Humabon, who watched the battle from a safe distance, offered Lapu-Lap a ransom for the bodies of Magellan and the fallen Spaniards. However, the victors flatly refused to hand over the deceased "leader" of the Spaniards.
The team continued sailing without their commander and on September 6, 1522, completed the first ever sea voyage around the world. Of the five ships, three did not return to Spain. 34 members of the expedition on the ship "Victoria" under the command of Juan Sebastian Elcano, including four natives from the Moluccas, successfully reached the islands of Cape Verde. 13 of them were arrested by the Portuguese.
Therefore, only 17 Spaniards triumphantly arrived in Seville.
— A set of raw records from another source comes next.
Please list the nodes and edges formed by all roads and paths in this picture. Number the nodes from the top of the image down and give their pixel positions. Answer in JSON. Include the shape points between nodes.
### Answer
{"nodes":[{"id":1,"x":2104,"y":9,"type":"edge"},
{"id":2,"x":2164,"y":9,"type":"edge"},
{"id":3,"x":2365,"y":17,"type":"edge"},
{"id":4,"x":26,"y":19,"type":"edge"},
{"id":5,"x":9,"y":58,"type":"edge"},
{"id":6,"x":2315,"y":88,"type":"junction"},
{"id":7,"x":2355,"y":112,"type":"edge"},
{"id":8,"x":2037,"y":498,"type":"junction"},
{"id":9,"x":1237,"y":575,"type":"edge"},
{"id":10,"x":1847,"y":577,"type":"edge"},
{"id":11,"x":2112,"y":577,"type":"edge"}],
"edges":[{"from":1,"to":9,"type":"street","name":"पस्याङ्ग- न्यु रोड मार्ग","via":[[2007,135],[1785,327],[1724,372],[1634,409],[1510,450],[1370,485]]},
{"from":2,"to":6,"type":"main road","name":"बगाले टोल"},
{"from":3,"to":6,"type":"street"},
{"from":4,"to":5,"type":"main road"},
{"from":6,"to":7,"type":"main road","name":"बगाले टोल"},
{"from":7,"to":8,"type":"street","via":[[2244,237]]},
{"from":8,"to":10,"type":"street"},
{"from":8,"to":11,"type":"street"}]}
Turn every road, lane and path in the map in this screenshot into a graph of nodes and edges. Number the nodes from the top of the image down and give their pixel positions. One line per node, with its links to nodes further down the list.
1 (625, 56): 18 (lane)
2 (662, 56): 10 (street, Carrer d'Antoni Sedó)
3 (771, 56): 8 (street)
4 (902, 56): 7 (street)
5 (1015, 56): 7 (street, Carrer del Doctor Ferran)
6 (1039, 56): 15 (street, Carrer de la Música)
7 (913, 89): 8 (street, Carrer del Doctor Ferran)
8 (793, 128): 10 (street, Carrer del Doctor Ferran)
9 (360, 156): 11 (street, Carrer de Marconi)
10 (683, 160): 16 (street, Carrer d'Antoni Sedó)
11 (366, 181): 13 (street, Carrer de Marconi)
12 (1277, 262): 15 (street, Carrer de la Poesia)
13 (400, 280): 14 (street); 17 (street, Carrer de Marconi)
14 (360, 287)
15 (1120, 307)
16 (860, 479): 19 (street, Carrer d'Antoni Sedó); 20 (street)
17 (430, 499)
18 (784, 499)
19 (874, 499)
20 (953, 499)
They provided irrefutable evidence that the Earth is a spinning ball and the seas are indivisible bodies of water. Thanks to the surviving sailors, the cartographic works of the ancient Greeks and Romans were swept away as untenable.
In 1529, the Treaty of Saragossa was signed, according to which the islands of the Pacific Ocean were largely withdrawn to Spain, and the countries of Southeast Asia to Portugal. So the Spaniards and the Portuguese divided the whole world among themselves.